Em todas as atividades compareciam, sempre, os elementos apontados por José Hildebrando Dacanal em “A Nova Classe – o governo do PT no Rio Grande do Sul. São eles: 1) a culpa é do sistema; 2) a sociedade tem que se revoltar; 3) os que se revoltarem votarão em nós; 4) a solução virá com a revolução socialista que nós faremos”. Cada passo dessa sequência não envolve qualquer generosa declaração de amor, mas exige a construção do antagonismo e a percepção do ódio como instrumento de luta.

          Coerentemente, então, foram décadas de louvação a um homicida furioso como Che Guevara, para quem “O ódio é o elemento central de nossa luta! Ódio é tão violento que impulsiona o ser humano além de suas limitações naturais, convertendo-o em uma máquina de matar com violência e a sangue frio”. Não pensava diferente outro ícone frequentemente lembrado. Carlos Marighella, em seu minimanual do guerrilheiro urbano alerta que o guerrilheiro somente poderá sobreviver se estiver disposto a matar os policiais e todos aqueles dedicados à repressão e se for verdadeiramente dedicado a expropriar a riqueza dos grandes capitalistas, dos latifundiários, e dos imperialistas. Não, a adoção de modelos não é uma tarefa inconsequente.

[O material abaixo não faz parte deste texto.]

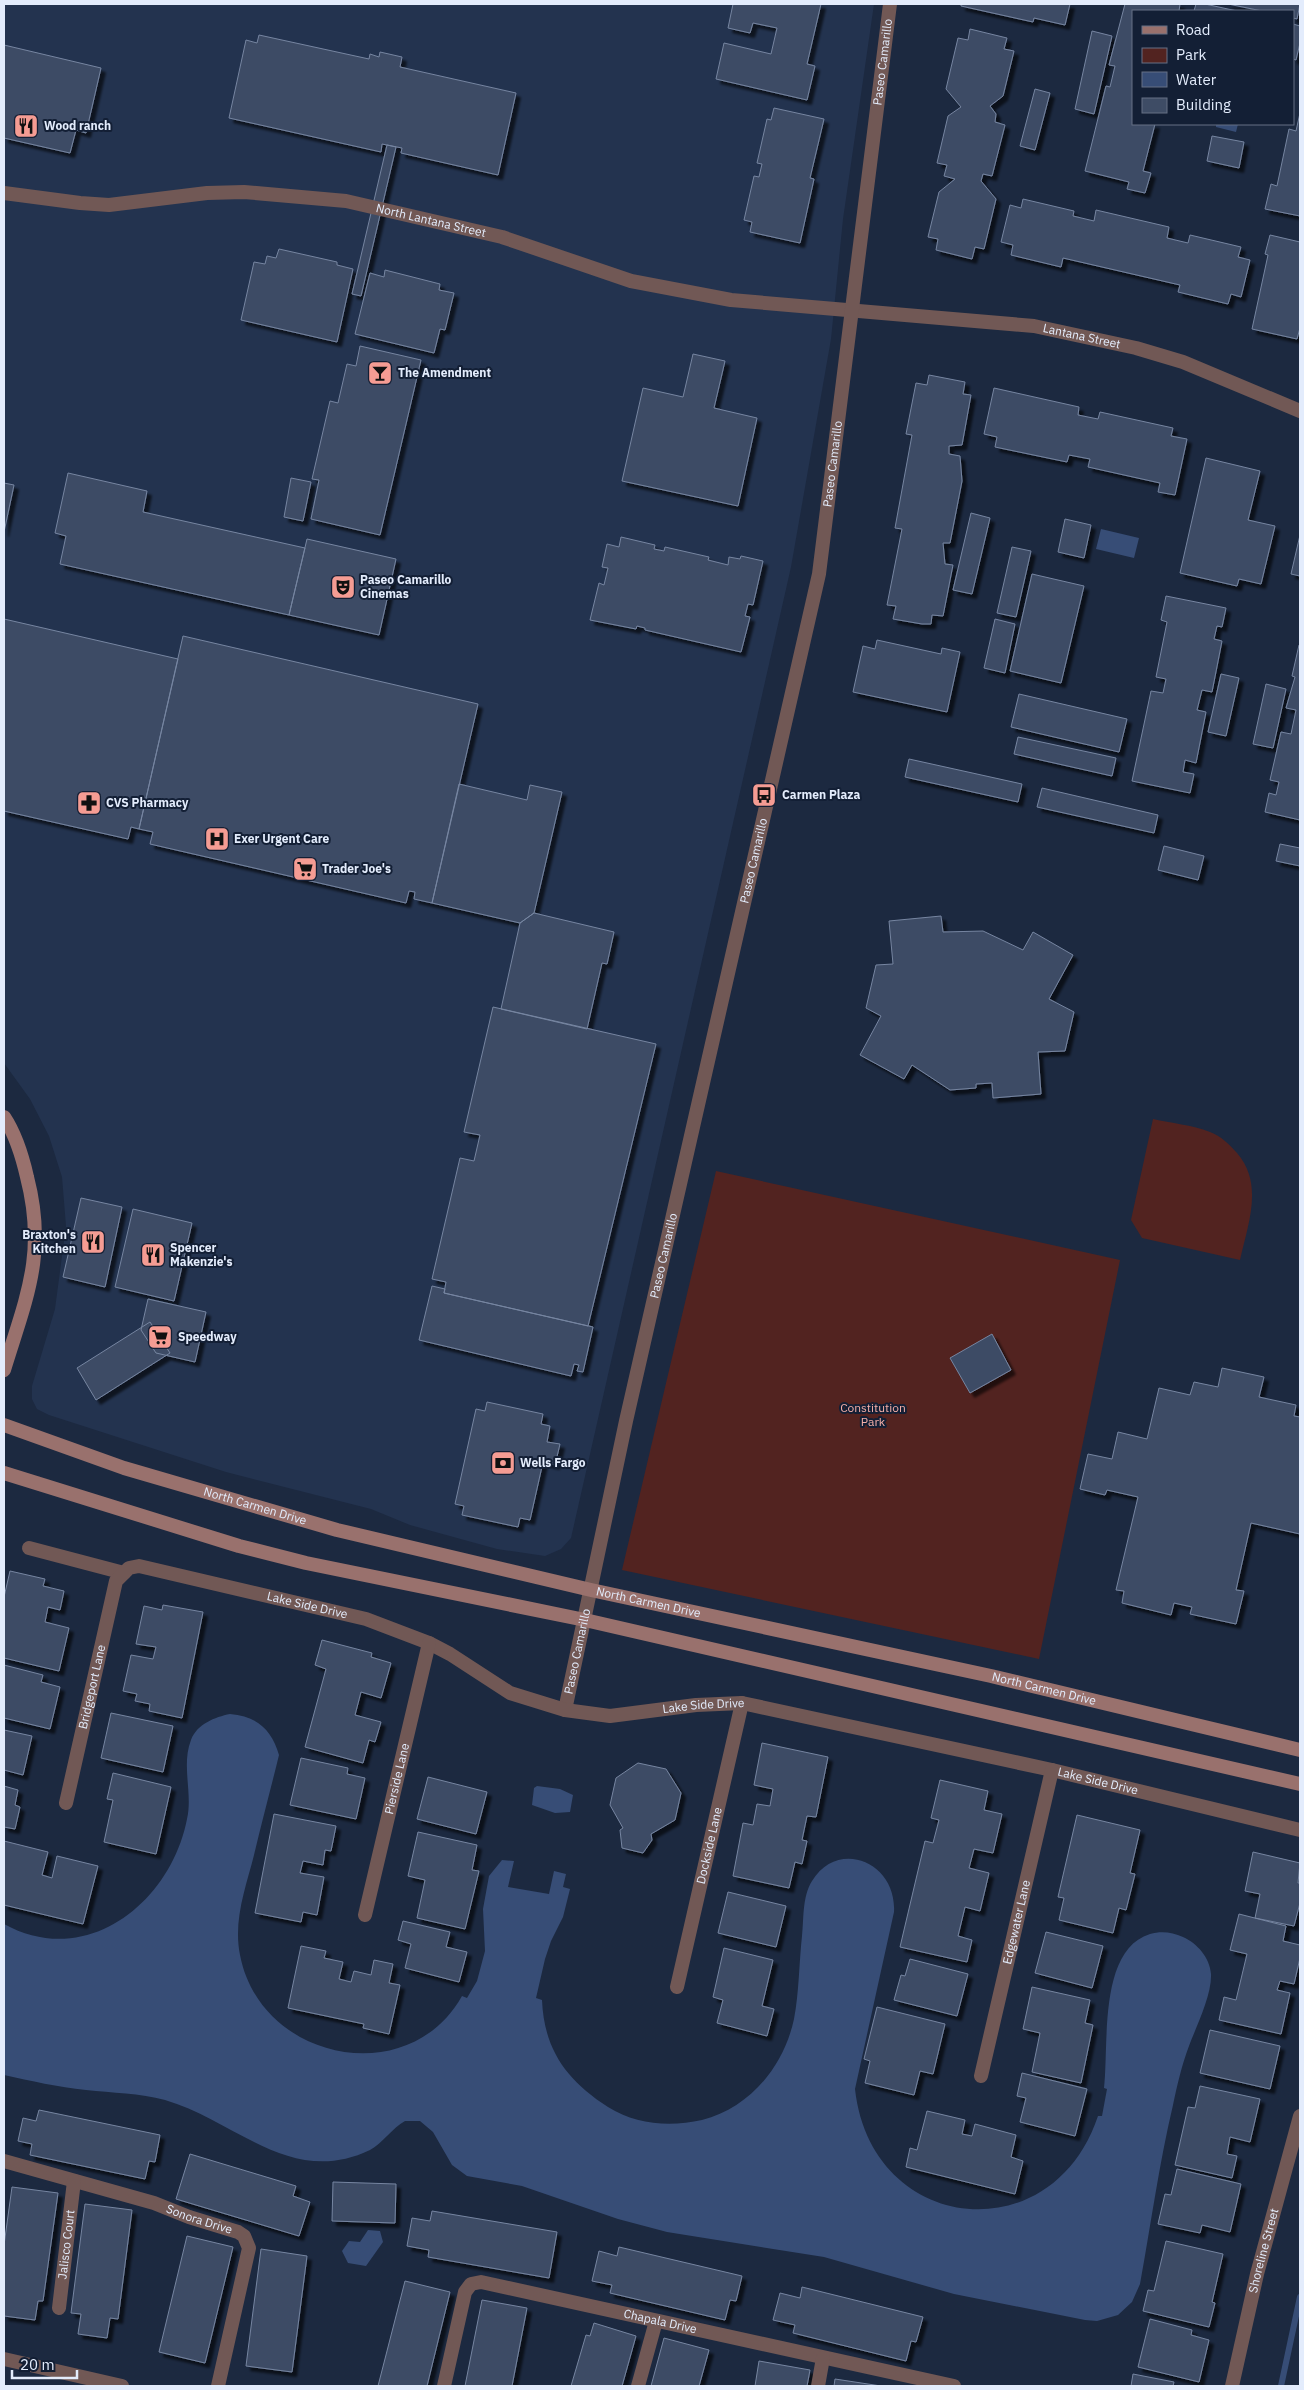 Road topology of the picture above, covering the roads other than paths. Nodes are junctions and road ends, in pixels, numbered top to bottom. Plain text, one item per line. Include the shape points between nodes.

          Como produto, a violência foi se tornando rotineira. Todo um divisionismo foi minuciosamente semeado entre raças, etnias, sexos, gerações, grupos e classes sociais. Gradualmente, num crescendo, desencadearam-se as invasões de propriedades rurais seguidas de corredor polonês para retirada dos proprietários, as destruições de patrimônio, as invasões de parlamentos e prédios públicos, os enfrentamentos às autoridades policiais, os trancamentos de rodovias e queimas de pneus, as destruições de lavouras, os black blocs, as campanhas pela mudança de nomes de ruas e todas as ações voltadas para o quanto pior melhor.

          Não preciso que alguém me descreva os danos causados pelo ódio dentro de uma sociedade. Eu vi isso acontecer. Eu o rejeitei então e o rejeito agora. Ele não se confunde com a indignação contra a injustiça, contra o mal feito, nem com a denúncia do malfeitor. O que refugo, por absolutamente hipócrita, é a denúncia do “discurso de ódio” formulada como escudo protetor de quem dele se serviu para suscitar tanta divisão, antagonismo e malquerença no ambiente social e político brasileiro!